During the 60s Ford had tremendous sales growth. In order to meet demand they cut corners on quality. Remember the Pinto? Yeh, it was bad design. But it was also how the Pintos were built in the factories. There was no excuse for not “making the numbers” in the auto plants. If it looked like a car it was “good enough” to sell. If it lasted through the 12 month warranty period before it broke down, it met all of Ford’s quality standards. But the good times came to a screeching halt when the Arabs cut off our oil in 1973. Car sales dropped through the floor, and the bad quality Ford tried to shove down customer’s throats for eight or ten years came home to roost.

Quality standards were tightened during the 74-75 recession, and Ford built some very good cars. Quality control inspectors which had previously been ignored, because whatever was produced was “good enough” when sales were booming, got some respect. When they rejected parts, they stayed rejected. Machines were repaired. Components were scrupulously inspected. Ford made cars during the recession like they SHOULD have been making cars all along. But then something strange happened.

The oil embargo ended, and the good times were back. Car sales went through the roof. Assembly plants could not keep up with demand. It was time for Ford to fall off the wagon and return to the bad quality cycle. In the bad quality cycle the only standard was “are we going to make our numbers?”  Components were “good enough” if they met production quota. Machines were patched up until what they ran  looked approximately like a car part. The greatest sin was to shut a machine down until it was properly repaired. During the bad quality cycle at the Sharonville Transmission Plant we ran impellor housings that, if you dropped one on the floor the blades would fall out. We assembled torque converters using cheap plastic stators that were cracked, chipped, and you sometimes had to hold it on the bottom or the bearings would drop out. We ran oil pans that had metal thinout so bad that, if you held it up to a strong light, you could see shadows through the oil pan. We ran torque converters that would not rotate internally, so we pumped the sides out on an “expanding machine” that forced hydraulic pressure into the converter until the sides pushed out enough for it to rotate. By 1978 Ford began to pay the price for the bad quality cycle.

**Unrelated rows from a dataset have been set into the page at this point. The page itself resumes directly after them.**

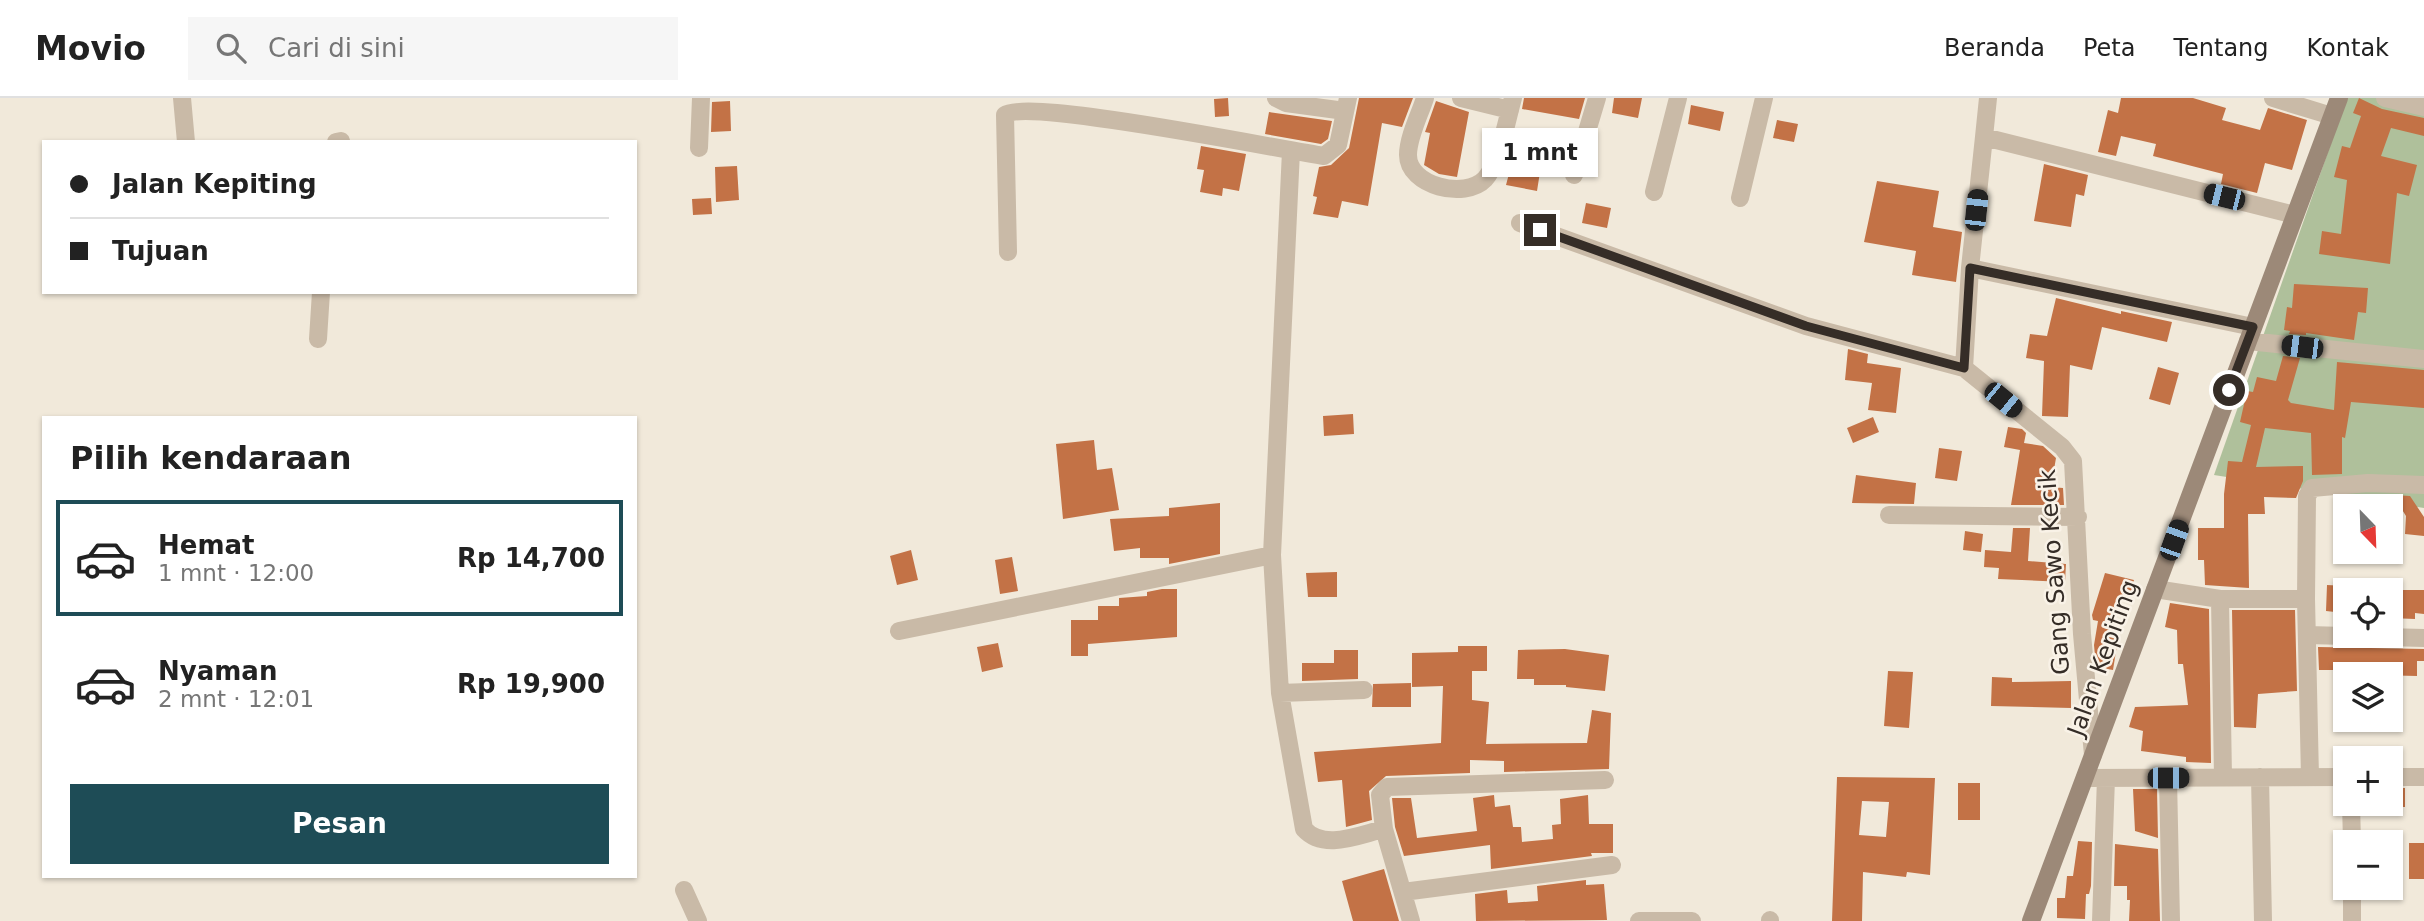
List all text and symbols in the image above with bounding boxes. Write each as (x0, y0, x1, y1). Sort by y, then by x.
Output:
search box (188, 17, 678, 80)
text: Movio (35, 29, 146, 68)
icon: search (212, 29, 250, 67)
text: Cari di sini (268, 33, 405, 63)
text: Beranda (1944, 34, 2045, 62)
text: Peta (2083, 34, 2135, 62)
text: Tentang (2173, 34, 2269, 62)
text: Kontak (2307, 34, 2389, 62)
callout: 1 mnt (1482, 129, 1598, 178)
text: 1 mnt (1502, 139, 1578, 165)
text: Jalan Kepiting (112, 169, 317, 199)
car (2202, 182, 2247, 212)
car (1964, 188, 1989, 232)
route end (1524, 214, 1556, 246)
text: Tujuan (112, 236, 209, 266)
car (2280, 334, 2325, 360)
route start (2213, 374, 2245, 406)
car (1981, 379, 2026, 421)
text: Pilih kendaraan (70, 439, 351, 477)
street label: Gang Sawo Kecik (2033, 468, 2075, 676)
north arrow (2333, 494, 2403, 564)
map controls (2333, 494, 2403, 900)
car (2157, 517, 2192, 563)
icon: car (74, 527, 137, 590)
text: Hemat (158, 530, 254, 560)
text: Rp 14,700 (457, 543, 605, 573)
text: 1 mnt · 12:00 (158, 560, 314, 586)
street label: Jalan Kepiting (2061, 576, 2144, 742)
button: locate (2333, 578, 2403, 648)
icon: car (74, 653, 137, 716)
text: Nyaman (158, 656, 277, 686)
button: layers (2333, 662, 2403, 732)
text: Rp 19,900 (457, 669, 605, 699)
text: 2 mnt · 12:01 (158, 686, 314, 712)
button: + (2333, 746, 2403, 816)
car (2148, 768, 2190, 789)
button: Pesan (70, 784, 609, 864)
button: − (2333, 830, 2403, 900)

Rating agencys consistently rated Ford as one of the lowest quality cars produced in America. People were lining up to sue Ford over the junk they were selling. The suits from Dearborn decided that the answer was to come up with advertising slogans that would convince people that Ford made good quality. Remember “At Ford Quality Is Job One”? How about “Nobody sweats the details like Ford”?  It did not help. Ford sales all but collapsed. There are three car dealers on one of the busiest streets in Cincinnati. A Ford dealer, a VW dealer, and a Toyota dealer. The Ford lot was jammed full of cars that would not sell. Salesmen stood in a cluster, watching people drive into the VW and Toyota dealers. Both lots were nearly empy. At the VW dealer the salesman would not even come out from behind his desk. If you wanted to order a VW he would put your name on the waiting list. His best guess was a two month wait. At least the Toyota salesmen would come out to the lot. Then he would take you back to his desk and put your name on his waiting list.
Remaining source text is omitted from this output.